Records to use START

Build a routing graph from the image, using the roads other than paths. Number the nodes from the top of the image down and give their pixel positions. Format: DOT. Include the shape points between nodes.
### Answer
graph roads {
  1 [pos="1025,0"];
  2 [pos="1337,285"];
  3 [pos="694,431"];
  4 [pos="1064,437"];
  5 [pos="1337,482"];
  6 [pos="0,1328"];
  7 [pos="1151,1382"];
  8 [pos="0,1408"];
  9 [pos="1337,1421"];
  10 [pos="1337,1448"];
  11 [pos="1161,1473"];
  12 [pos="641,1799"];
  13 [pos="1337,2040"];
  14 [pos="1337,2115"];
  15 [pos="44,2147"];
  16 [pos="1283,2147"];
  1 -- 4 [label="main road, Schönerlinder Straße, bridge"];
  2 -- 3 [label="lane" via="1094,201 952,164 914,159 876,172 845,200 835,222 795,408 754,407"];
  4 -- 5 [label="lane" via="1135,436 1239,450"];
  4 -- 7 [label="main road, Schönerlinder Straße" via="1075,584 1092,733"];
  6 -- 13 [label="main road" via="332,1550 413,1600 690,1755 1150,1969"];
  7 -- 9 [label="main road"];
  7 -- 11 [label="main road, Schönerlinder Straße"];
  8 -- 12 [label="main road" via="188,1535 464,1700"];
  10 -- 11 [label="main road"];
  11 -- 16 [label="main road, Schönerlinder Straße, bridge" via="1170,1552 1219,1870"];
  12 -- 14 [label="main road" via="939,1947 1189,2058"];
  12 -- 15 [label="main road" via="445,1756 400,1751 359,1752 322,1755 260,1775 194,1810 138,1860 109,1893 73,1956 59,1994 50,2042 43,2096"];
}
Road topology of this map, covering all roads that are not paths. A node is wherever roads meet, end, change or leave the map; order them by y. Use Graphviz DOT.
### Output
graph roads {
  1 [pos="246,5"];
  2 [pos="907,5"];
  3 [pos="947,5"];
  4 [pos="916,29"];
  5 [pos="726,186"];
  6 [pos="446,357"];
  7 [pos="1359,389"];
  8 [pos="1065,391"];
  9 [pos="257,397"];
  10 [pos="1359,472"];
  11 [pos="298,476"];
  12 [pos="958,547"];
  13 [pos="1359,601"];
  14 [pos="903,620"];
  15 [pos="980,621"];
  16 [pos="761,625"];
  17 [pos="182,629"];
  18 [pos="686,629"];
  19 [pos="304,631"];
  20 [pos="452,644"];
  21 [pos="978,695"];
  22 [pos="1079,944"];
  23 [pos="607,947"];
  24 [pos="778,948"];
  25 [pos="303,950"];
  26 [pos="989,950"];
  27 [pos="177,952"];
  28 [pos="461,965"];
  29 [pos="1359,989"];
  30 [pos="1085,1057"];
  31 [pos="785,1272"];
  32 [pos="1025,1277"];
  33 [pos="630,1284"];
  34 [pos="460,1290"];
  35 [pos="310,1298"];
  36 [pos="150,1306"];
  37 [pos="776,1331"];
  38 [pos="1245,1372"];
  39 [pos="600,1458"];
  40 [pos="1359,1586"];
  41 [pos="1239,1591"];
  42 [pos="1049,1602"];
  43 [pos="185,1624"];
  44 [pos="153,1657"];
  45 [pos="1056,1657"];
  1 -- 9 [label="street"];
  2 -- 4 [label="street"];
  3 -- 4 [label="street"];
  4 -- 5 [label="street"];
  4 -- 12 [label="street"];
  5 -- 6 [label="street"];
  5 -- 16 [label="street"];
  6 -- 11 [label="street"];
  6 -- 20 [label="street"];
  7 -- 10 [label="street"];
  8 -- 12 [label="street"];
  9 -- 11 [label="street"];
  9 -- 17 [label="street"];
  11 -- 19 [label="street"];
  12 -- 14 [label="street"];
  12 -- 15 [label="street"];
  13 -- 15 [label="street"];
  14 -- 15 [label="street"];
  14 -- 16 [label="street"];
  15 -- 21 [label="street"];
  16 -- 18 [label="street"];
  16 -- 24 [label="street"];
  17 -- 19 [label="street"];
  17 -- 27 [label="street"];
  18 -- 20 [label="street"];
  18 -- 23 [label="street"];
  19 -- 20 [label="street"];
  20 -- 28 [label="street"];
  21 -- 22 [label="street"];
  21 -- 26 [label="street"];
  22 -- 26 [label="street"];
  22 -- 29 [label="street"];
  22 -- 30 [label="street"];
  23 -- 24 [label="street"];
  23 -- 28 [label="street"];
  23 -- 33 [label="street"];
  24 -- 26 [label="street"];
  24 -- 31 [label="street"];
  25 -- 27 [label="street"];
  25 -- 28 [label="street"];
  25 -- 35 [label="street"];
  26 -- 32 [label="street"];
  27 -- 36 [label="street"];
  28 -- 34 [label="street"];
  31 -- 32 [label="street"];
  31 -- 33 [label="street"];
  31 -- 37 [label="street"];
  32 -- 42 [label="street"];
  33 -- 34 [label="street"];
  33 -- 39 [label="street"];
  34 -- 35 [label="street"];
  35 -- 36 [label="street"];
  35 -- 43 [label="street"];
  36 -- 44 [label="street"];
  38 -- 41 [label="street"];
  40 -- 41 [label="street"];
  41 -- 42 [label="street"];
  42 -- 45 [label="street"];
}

Records to use END

**Requirement:**
In the listing above, find each line where "Straße" occurs and copy it.

**Task result:**
  1 -- 4 [label="main road, Schönerlinder Straße, bridge"];
  4 -- 7 [label="main road, Schönerlinder Straße" via="1075,584 1092,733"];
  7 -- 11 [label="main road, Schönerlinder Straße"];
  11 -- 16 [label="main road, Schönerlinder Straße, bridge" via="1170,1552 1219,1870"];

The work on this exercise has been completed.